Each line below has to be set down again exactly.

======== Data ========

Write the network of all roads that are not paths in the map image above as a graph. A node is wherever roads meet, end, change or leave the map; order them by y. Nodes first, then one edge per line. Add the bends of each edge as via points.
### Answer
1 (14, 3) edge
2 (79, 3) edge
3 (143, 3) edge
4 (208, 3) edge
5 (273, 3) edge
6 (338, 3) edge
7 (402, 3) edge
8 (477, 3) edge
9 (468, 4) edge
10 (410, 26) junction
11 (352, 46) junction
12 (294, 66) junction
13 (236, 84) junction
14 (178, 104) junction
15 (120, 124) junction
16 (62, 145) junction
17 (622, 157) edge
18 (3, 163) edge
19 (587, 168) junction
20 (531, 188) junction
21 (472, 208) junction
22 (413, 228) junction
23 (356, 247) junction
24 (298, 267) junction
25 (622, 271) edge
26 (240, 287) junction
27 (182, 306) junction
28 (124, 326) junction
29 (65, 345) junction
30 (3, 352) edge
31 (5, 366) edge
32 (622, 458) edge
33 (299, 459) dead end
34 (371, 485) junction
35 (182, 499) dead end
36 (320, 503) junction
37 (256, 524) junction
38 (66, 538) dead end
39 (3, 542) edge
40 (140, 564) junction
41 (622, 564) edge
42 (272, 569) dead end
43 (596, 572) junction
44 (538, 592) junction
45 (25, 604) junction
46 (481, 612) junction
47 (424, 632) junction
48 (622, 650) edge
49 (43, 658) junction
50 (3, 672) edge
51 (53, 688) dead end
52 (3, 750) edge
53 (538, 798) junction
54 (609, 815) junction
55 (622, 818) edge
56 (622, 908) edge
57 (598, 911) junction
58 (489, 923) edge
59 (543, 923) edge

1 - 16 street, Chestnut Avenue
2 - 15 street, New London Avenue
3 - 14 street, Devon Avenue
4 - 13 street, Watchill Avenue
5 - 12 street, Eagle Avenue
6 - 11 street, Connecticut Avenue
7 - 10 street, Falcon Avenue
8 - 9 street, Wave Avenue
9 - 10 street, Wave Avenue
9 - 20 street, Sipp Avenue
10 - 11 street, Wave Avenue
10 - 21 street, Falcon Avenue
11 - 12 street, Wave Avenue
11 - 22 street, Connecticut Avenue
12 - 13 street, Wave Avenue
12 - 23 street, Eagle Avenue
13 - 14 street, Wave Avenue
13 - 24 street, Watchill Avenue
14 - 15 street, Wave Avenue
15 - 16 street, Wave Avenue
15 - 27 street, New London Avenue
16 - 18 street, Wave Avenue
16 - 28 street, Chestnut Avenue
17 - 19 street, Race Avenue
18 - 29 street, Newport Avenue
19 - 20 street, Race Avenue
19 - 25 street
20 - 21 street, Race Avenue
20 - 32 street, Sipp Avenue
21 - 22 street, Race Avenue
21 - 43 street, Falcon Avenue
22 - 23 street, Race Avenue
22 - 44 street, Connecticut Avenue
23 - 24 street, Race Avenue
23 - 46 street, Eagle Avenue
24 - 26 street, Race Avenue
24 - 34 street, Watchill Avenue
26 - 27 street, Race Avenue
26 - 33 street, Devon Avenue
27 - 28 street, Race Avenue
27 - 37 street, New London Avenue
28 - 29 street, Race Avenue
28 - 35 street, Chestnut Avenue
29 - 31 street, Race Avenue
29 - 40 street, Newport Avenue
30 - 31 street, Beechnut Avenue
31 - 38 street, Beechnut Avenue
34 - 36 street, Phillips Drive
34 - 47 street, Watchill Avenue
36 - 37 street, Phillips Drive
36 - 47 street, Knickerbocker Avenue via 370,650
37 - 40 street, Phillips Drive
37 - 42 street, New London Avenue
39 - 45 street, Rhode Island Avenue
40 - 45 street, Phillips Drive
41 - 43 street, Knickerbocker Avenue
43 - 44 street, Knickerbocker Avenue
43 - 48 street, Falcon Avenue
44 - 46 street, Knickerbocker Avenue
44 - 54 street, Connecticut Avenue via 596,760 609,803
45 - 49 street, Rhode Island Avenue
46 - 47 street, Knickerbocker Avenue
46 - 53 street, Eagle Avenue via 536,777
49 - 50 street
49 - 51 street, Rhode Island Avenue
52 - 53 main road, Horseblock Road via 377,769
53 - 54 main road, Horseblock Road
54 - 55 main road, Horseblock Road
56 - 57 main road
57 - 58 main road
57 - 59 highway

========

### Solution:
Write the network of all roads that are not paths in the map image above as a graph. A node is wherever roads meet, end, change or leave the map; order them by y. Nodes first, then one edge per line. Add the bends of each edge as via points.
### Answer
1 (14, 3) edge
2 (79, 3) edge
3 (143, 3) edge
4 (208, 3) edge
5 (273, 3) edge
6 (338, 3) edge
7 (402, 3) edge
8 (477, 3) edge
9 (468, 4) edge
10 (410, 26) junction
11 (352, 46) junction
12 (294, 66) junction
13 (236, 84) junction
14 (178, 104) junction
15 (120, 124) junction
16 (62, 145) junction
17 (622, 157) edge
18 (3, 163) edge
19 (587, 168) junction
20 (531, 188) junction
21 (472, 208) junction
22 (413, 228) junction
23 (356, 247) junction
24 (298, 267) junction
25 (622, 271) edge
26 (240, 287) junction
27 (182, 306) junction
28 (124, 326) junction
29 (65, 345) junction
30 (3, 352) edge
31 (5, 366) edge
32 (622, 458) edge
33 (299, 459) dead end
34 (371, 485) junction
35 (182, 499) dead end
36 (320, 503) junction
37 (256, 524) junction
38 (66, 538) dead end
39 (3, 542) edge
40 (140, 564) junction
41 (622, 564) edge
42 (272, 569) dead end
43 (596, 572) junction
44 (538, 592) junction
45 (25, 604) junction
46 (481, 612) junction
47 (424, 632) junction
48 (622, 650) edge
49 (43, 658) junction
50 (3, 672) edge
51 (53, 688) dead end
52 (3, 750) edge
53 (538, 798) junction
54 (609, 815) junction
55 (622, 818) edge
56 (622, 908) edge
57 (598, 911) junction
58 (489, 923) edge
59 (543, 923) edge

1 - 16 street, Chestnut Avenue
2 - 15 street, New London Avenue
3 - 14 street, Devon Avenue
4 - 13 street, Watchill Avenue
5 - 12 street, Eagle Avenue
6 - 11 street, Connecticut Avenue
7 - 10 street, Falcon Avenue
8 - 9 street, Wave Avenue
9 - 10 street, Wave Avenue
9 - 20 street, Sipp Avenue
10 - 11 street, Wave Avenue
10 - 21 street, Falcon Avenue
11 - 12 street, Wave Avenue
11 - 22 street, Connecticut Avenue
12 - 13 street, Wave Avenue
12 - 23 street, Eagle Avenue
13 - 14 street, Wave Avenue
13 - 24 street, Watchill Avenue
14 - 15 street, Wave Avenue
15 - 16 street, Wave Avenue
15 - 27 street, New London Avenue
16 - 18 street, Wave Avenue
16 - 28 street, Chestnut Avenue
17 - 19 street, Race Avenue
18 - 29 street, Newport Avenue
19 - 20 street, Race Avenue
19 - 25 street
20 - 21 street, Race Avenue
20 - 32 street, Sipp Avenue
21 - 22 street, Race Avenue
21 - 43 street, Falcon Avenue
22 - 23 street, Race Avenue
22 - 44 street, Connecticut Avenue
23 - 24 street, Race Avenue
23 - 46 street, Eagle Avenue
24 - 26 street, Race Avenue
24 - 34 street, Watchill Avenue
26 - 27 street, Race Avenue
26 - 33 street, Devon Avenue
27 - 28 street, Race Avenue
27 - 37 street, New London Avenue
28 - 29 street, Race Avenue
28 - 35 street, Chestnut Avenue
29 - 31 street, Race Avenue
29 - 40 street, Newport Avenue
30 - 31 street, Beechnut Avenue
31 - 38 street, Beechnut Avenue
34 - 36 street, Phillips Drive
34 - 47 street, Watchill Avenue
36 - 37 street, Phillips Drive
36 - 47 street, Knickerbocker Avenue via 370,650
37 - 40 street, Phillips Drive
37 - 42 street, New London Avenue
39 - 45 street, Rhode Island Avenue
40 - 45 street, Phillips Drive
41 - 43 street, Knickerbocker Avenue
43 - 44 street, Knickerbocker Avenue
43 - 48 street, Falcon Avenue
44 - 46 street, Knickerbocker Avenue
44 - 54 street, Connecticut Avenue via 596,760 609,803
45 - 49 street, Rhode Island Avenue
46 - 47 street, Knickerbocker Avenue
46 - 53 street, Eagle Avenue via 536,777
49 - 50 street
49 - 51 street, Rhode Island Avenue
52 - 53 main road, Horseblock Road via 377,769
53 - 54 main road, Horseblock Road
54 - 55 main road, Horseblock Road
56 - 57 main road
57 - 58 main road
57 - 59 highway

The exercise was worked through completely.